Kelly and Barrett both played all 80 minutes and prop Tanner Mohr saw 10 minutes of action in Cal's last meeting with BYU at Rio Tinto Stadium for the 2011 national collegiate championship. Nobody else in the Bears' lineup has ever faced the Cougars. Meanwhile, for BYU, five players - Forrester, Roundy, Kofe, front rower Ishmael Tilialo and halfback Inoke Funaki - will take the field on Saturday with memories of having played in the 2011 title match against the Bears.

How they got here:



Cal started their Varsity Cup Run by defeating Notre Dame 77-0 at the home of Navy in Annapolis, MD

<shameless self promotion>Check out my photo-essay from that match for some highlights in picture form. Part I ishere. Part II is here. </shameless self promotion>

In the semifinal, Cal hosted Navy in Berkeley and won 74-6. Watch replay of this match here (FREE)!

BYU got to the final by handling UCLA 69-8, then Central Washington 53-20.

While the Bears got two blowout victories in the past two weeks, both matches started rather sloppily (by Cal's super high standard) in the first 10-15 minutes. Can the Bears put everything together and play a flawless match this afternoon in the Championship game?


In case you missed it from the semifinal post:

Looking for more rugby information? The Daily Cal recently published this nice feature on Cal Coach Jack Clark (so had I actually try to interview him last weekend, it would have been redundant anyhow).


Here are some excerpts:

With his team trailing the Gaels at halftime, Clark was at his calmest. The players didn’t need their coach to get their face; they knew exactly what to do.

"He knows how to put things into perspective," says Gary Hein, who played rugby at Cal from 1984-88. "With regard to any given game, moment in time and season."

But it wasn’t until Clark came to Cal that he first played the sport. After his football season in the fall, he and a dozen of his teammates joined the rugby team in the spring.

"It was just kind of a natural migration," Clark says. "I think somebody just tapped me on the shoulder and said, ‘Let’s go — you’re going to play rugby.’"

It turned out to be the perfect sport for the big and athletic Clark. But it wasn’t until he was cut trying out for the Philadelphia Eagles in the National Football League in 1978 that he became devoted solely to rugby.
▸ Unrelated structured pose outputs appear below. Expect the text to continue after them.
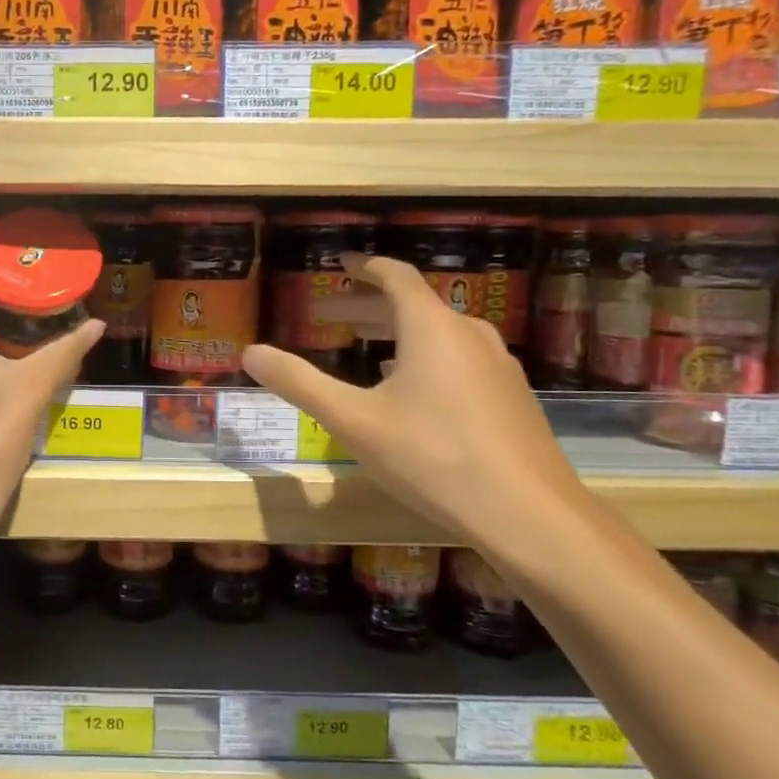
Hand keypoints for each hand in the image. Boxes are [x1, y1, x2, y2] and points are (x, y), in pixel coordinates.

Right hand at [240, 254, 586, 551]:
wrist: (528, 513)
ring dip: (398, 333)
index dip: (363, 267)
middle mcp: (469, 334)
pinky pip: (460, 359)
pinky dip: (426, 358)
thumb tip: (250, 352)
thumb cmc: (432, 456)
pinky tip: (414, 391)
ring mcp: (498, 365)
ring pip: (439, 333)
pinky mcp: (511, 397)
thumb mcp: (353, 420)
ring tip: (367, 350)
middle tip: (330, 317)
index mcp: (431, 327)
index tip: (339, 265)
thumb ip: (299, 382)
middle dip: (368, 307)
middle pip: (414, 304)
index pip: (395, 277)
He was selected to join the U.S. National Team, and in October 1980, he was the only American starter for the World XV team at Cardiff Arms Park in Wales.

And then there is this almost unbelievable story:

But one month later, on Nov. 10, 1980, the course of Clark’s life — and playing career — changed.

At an after-party of a restaurant opening in San Francisco, a woman came into the party, saying she had been accosted. When the assailants tried to follow her in, they were forced to leave by the other people in attendance.

Observing what was happening, Clark was not eager to get involved. He felt that other people in attendance — San Francisco 49er players and other rugby players — could take care of the situation.

But as he tried to go outside to help clear the men out of the street, he was hit in the back of the head by one of the assailants.

Clark chased the man across the street when suddenly, he faced a man with a gun, a 9 mm Magnum. He had "no way to go and no way out."

He was hit four times.: twice in his left leg, once in his right knee and once in his hand.

Clark was rushed to the hospital and underwent multiple surgeries. After two months in the hospital, losing 40 pounds and suffering "debilitating" pain, he faced possible amputation.

"It was important for me to fight through that," Clark said. "You can always give up your leg, but there is only a period of time you can fight for it. And I wasn’t done fighting."

Even though he recovered well enough to start training, and he felt like he could play rugby again, Clark decided against it.

If it hadn’t been for that shooting, Clark thinks now, he may never have got into coaching rugby and would have lived a completely different life.

Not to make light of the situation, but it reads almost like the origin of Batman/Daredevil/INSERT SUPERHERO.